Transcribe all the entries that follow, leaving nothing out.

★ ★ ★ ★ ★

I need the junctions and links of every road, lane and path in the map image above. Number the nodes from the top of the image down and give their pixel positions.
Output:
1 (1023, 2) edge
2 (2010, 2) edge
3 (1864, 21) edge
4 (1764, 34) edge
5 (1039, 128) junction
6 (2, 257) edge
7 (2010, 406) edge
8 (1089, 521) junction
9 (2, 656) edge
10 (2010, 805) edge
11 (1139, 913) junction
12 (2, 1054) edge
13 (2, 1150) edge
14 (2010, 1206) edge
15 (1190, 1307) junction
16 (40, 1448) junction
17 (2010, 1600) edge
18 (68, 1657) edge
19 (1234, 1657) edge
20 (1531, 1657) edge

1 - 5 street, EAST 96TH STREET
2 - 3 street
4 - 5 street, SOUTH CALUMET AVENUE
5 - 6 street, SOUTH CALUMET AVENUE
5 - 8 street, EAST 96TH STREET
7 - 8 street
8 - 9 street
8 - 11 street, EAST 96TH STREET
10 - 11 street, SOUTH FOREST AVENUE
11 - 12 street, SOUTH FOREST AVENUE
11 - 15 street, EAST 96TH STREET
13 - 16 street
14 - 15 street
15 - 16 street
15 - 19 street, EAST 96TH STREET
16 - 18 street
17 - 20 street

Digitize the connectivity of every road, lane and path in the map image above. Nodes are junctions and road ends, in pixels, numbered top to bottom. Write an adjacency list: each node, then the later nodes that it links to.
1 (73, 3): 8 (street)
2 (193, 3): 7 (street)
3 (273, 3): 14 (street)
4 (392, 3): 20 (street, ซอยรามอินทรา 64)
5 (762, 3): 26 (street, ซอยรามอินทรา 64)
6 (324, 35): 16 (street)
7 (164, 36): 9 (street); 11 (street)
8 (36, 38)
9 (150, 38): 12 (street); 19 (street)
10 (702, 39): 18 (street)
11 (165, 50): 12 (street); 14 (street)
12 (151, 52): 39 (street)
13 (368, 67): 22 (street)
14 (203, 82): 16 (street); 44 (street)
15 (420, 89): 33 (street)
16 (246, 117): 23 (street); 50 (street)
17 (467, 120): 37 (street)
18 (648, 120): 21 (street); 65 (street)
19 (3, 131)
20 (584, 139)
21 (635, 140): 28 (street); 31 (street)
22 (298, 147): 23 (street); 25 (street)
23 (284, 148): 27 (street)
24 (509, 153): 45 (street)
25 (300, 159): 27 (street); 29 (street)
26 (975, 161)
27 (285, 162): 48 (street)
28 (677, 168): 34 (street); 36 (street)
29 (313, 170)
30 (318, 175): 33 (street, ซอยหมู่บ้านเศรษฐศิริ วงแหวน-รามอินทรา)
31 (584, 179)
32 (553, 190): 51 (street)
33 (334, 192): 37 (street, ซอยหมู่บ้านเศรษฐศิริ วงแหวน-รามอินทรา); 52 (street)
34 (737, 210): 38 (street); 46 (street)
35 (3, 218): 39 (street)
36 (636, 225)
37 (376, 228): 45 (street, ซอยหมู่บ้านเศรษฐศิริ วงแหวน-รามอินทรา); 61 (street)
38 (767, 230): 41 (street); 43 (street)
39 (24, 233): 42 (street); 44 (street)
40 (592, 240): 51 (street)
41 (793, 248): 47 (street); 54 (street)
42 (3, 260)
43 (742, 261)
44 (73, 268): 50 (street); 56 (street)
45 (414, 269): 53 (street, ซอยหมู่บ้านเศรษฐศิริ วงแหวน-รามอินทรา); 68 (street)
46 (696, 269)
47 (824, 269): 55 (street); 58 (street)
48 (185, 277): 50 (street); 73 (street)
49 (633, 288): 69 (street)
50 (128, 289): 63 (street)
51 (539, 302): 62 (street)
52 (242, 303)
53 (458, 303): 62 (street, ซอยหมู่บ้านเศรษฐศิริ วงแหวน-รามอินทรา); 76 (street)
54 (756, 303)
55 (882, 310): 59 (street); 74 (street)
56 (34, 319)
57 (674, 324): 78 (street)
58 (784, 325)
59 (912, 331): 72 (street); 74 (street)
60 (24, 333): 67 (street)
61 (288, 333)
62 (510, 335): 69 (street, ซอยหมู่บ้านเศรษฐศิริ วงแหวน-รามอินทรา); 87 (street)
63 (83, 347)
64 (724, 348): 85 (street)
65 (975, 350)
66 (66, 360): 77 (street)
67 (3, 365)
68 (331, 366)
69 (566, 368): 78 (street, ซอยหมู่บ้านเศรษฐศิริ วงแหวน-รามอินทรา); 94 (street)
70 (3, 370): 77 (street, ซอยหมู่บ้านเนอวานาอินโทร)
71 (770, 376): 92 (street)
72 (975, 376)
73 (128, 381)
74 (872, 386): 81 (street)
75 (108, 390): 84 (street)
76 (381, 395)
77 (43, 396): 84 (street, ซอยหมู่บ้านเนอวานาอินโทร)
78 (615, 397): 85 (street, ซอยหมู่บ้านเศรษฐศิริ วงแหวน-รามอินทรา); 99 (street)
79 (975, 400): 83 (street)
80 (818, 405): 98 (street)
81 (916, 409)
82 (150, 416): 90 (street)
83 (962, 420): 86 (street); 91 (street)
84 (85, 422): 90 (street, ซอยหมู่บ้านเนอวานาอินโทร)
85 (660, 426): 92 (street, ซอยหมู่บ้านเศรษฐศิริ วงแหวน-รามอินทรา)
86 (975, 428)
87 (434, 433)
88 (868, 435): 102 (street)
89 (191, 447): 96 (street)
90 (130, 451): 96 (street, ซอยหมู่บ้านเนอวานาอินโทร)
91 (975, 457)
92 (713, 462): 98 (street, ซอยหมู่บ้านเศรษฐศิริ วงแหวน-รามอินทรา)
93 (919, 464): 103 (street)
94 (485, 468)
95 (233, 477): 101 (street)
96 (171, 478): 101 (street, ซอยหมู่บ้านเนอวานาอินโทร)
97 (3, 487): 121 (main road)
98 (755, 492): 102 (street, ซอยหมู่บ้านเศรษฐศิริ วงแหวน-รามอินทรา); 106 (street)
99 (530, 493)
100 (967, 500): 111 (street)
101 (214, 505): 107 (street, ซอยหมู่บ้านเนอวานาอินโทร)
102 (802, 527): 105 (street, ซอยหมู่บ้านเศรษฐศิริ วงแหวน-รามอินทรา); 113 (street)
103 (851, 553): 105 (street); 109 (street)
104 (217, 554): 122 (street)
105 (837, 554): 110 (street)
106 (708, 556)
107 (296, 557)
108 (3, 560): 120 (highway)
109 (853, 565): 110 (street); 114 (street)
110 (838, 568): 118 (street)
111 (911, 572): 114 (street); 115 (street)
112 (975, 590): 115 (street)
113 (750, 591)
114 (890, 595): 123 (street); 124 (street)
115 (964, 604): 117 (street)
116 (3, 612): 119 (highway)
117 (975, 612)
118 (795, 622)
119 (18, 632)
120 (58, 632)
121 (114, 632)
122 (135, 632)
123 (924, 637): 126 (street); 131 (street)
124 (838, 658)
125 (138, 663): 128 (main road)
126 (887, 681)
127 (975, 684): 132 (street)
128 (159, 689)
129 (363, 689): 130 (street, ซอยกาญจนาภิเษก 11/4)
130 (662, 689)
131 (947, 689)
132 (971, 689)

★ ★ ★ ★ ★

## ANSWER SPACE
I need the junctions and links of every road, lane and path in the map image above. Number the nodes from the top of the image down and give their pixel positions.
Output:
1 (1023, 2) edge
2 (2010, 2) edge
3 (1864, 21) edge
4 (1764, 34) edge
5 (1039, 128) junction
6 (2, 257) edge
7 (2010, 406) edge
8 (1089, 521) junction
9 (2, 656) edge
10 (2010, 805) edge
11 (1139, 913) junction
12 (2, 1054) edge
13 (2, 1150) edge
14 (2010, 1206) edge
15 (1190, 1307) junction
16 (40, 1448) junction
17 (2010, 1600) edge
18 (68, 1657) edge
19 (1234, 1657) edge
20 (1531, 1657) edge

1 - 5 street, EAST 96TH STREET
2 - 3 street
4 - 5 street, SOUTH CALUMET AVENUE
5 - 6 street, SOUTH CALUMET AVENUE
5 - 8 street, EAST 96TH STREET
7 - 8 street
8 - 9 street
8 - 11 street, EAST 96TH STREET
10 - 11 street, SOUTH FOREST AVENUE
11 - 12 street, SOUTH FOREST AVENUE
11 - 15 street, EAST 96TH STREET
13 - 16 street
14 - 15 street
15 - 16 street
15 - 19 street, EAST 96TH STREET
16 - 18 street
17 - 20 street

Digitize the connectivity of every road, lane and path in the map image above. Nodes are junctions and road ends, in pixels, numbered top to bottom. Write an adjacency list: each node, then the later nodes that it links to.
1 (73, 3): 8 (street)
2 (193, 3): 7 (street)
3 (273, 3): 14 (street)
4 (392, 3): 20 (street, ซอยรามอินทรา 64)
5 (762, 3): 26 (street, ซอยรามอินทรา 64)
6 (324, 35): 16 (street)
7 (164, 36): 9 (street); 11 (street)
8 (36, 38)
9 (150, 38): 12 (street); 19 (street)
10 (702, 39): 18 (street)
11 (165, 50): 12 (street); 14 (street)
12 (151, 52): 39 (street)
13 (368, 67): 22 (street)
14 (203, 82): 16 (street); 44 (street)
15 (420, 89): 33 (street)
16 (246, 117): 23 (street); 50 (street)
17 (467, 120): 37 (street)
18 (648, 120): 21 (street); 65 (street)
19 (3, 131)
20 (584, 139)
21 (635, 140): 28 (street); 31 (street)
22 (298, 147): 23 (street); 25 (street)
23 (284, 148): 27 (street)
24 (509, 153): 45 (street)
25 (300, 159): 27 (street); 29 (street)
26 (975, 161)
27 (285, 162): 48 (street)
28 (677, 168): 34 (street); 36 (street)
29 (313, 170)
30 (318, 175): 33 (street, ซอยหมู่บ้านเศรษฐศิริ วงแหวน-รามอินทรา)
31 (584, 179)
32 (553, 190): 51 (street)
33 (334, 192): 37 (street, ซอยหมู่บ้านเศรษฐศิริ วงแหวน-รามอินทรา); 52 (street)
34 (737, 210): 38 (street); 46 (street)
35 (3, 218): 39 (street)
36 (636, 225)
37 (376, 228): 45 (street, ซอยหมู่บ้านเศรษฐศิริ วงแหวน-รามอินทรา); 61 (street)
38 (767, 230): 41 (street); 43 (street)
39 (24, 233): 42 (street); 44 (street)
40 (592, 240): 51 (street)
41 (793, 248): 47 (street); 54 (street)
42 (3, 260)
43 (742, 261)
44 (73, 268): 50 (street); 56 (street)
45 (414, 269): 53 (street, ซอยหมู่บ้านเศรษฐศิริ วงแหวน-รามอินทรา); 68 (street)
46 (696, 269)
47 (824, 269): 55 (street); 58 (street)
48 (185, 277): 50 (street); 73 (street)
49 (633, 288): 69 (street)
50 (128, 289): 63 (street)
51 (539, 302): 62 (street)
52 (242, 303)
53 (458, 303): 62 (street, ซอยหมู่บ้านเศรษฐศิริ วงแหวน-รามอินทรา); 76 (street)
54 (756, 303)
55 (882, 310): 59 (street); 74 (street)
56 (34, 319)
57 (674, 324): 78 (street)
58 (784, 325)
59 (912, 331): 72 (street); 74 (street)
60 (24, 333): 67 (street)
61 (288, 333)
62 (510, 335): 69 (street, ซอยหมู่บ้านเศรษฐศิริ วงแหวน-รามอินทรา); 87 (street)
63 (83, 347)
64 (724, 348): 85 (street)
65 (975, 350)
66 (66, 360): 77 (street)
67 (3, 365)
68 (331, 366)
69 (566, 368): 78 (street, ซอยหมู่บ้านเศรษฐศิริ วงแหวน-รามอินทรา); 94 (street)
70 (3, 370): 77 (street, ซอยหมู่บ้านเนอวานาอินโทร)
71 (770, 376): 92 (street)
72 (975, 376)
73 (128, 381)
74 (872, 386): 81 (street)
75 (108, 390): 84 (street)
76 (381, 395)
77 (43, 396): 84 (street, ซอยหมู่บ้านเนอวานาอินโทร)
78 (615, 397): 85 (street, ซอยหมู่บ้านเศรษฐศิริ วงแหวน-รามอินทรา); 99 (street)
79 (975, 400): 83 (street)
80 (818, 405): 98 (street)
81 (916, 409)
82 (150, 416): 90 (street)
83 (962, 420): 86 (street); 91 (street)
84 (85, 422): 90 (street, ซอยหมู่บ้านเนอวานาอินโทร)
85 (660, 426): 92 (street, ซอยหมู่บ้านเศรษฐศิริ วงแหวน-รามอินทรา)
86 (975, 428)
87 (434, 433)
88 (868, 435): 102 (street)
89 (191, 447): 96 (street)
90 (130, 451): 96 (street, ซอยหมู่บ้านเนอวานาอินโทร)
91 (975, 457)
92 (713, 462): 98 (street, ซอยหมู่บ้านเศรษฐศิริ วงแหวน-รามอินทรา)
93 (919, 464): 103 (street)
94 (485, 468)
95 (233, 477): 101 (street)
96 (171, 478): 101 (street, ซอยหมู่บ้านเนอวานาอินโทร)
97 (3, 487): 121 (main road)
98 (755, 492): 102 (street, ซอยหมู่บ้านเศรษฐศิริ วงแหวน-รามอินทรา); 106 (street)
99 (530, 493)
100 (967, 500): 111 (street)
101 (214, 505): 107 (street, ซอยหมู่บ้านเนอวานาอินโทร)
102 (802, 527): 105 (street, ซอยหมู่บ้านเศรษฐศิริ วงแหวน-รามอินทรา); 113 (street)
103 (851, 553): 105 (street); 109 (street)
104 (217, 554): 122 (street)
105 (837, 554): 110 (street)
106 (708, 556)
107 (296, 557)
108 (3, 560): 120 (highway)
109 (853, 565): 110 (street); 114 (street)
110 (838, 568): 118 (street)
111 (911, 572): 114 (street); 115 (street)
112 (975, 590): 115 (street)
113 (750, 591)
114 (890, 595): 123 (street); 124 (street)
115 (964, 604): 117 (street)
116 (3, 612): 119 (highway)
117 (975, 612)
118 (795, 622)
119 (18, 632)
120 (58, 632)
121 (114, 632)
122 (135, 632)
123 (924, 637): 126 (street); 131 (street)
124 (838, 658)
125 (138, 663): 128 (main road)
126 (887, 681)
127 (975, 684): 132 (street)
128 (159, 689)
129 (363, 689): 130 (street, ซอยกาญจนาภิเษก 11/4)
130 (662, 689)
131 (947, 689)
132 (971, 689)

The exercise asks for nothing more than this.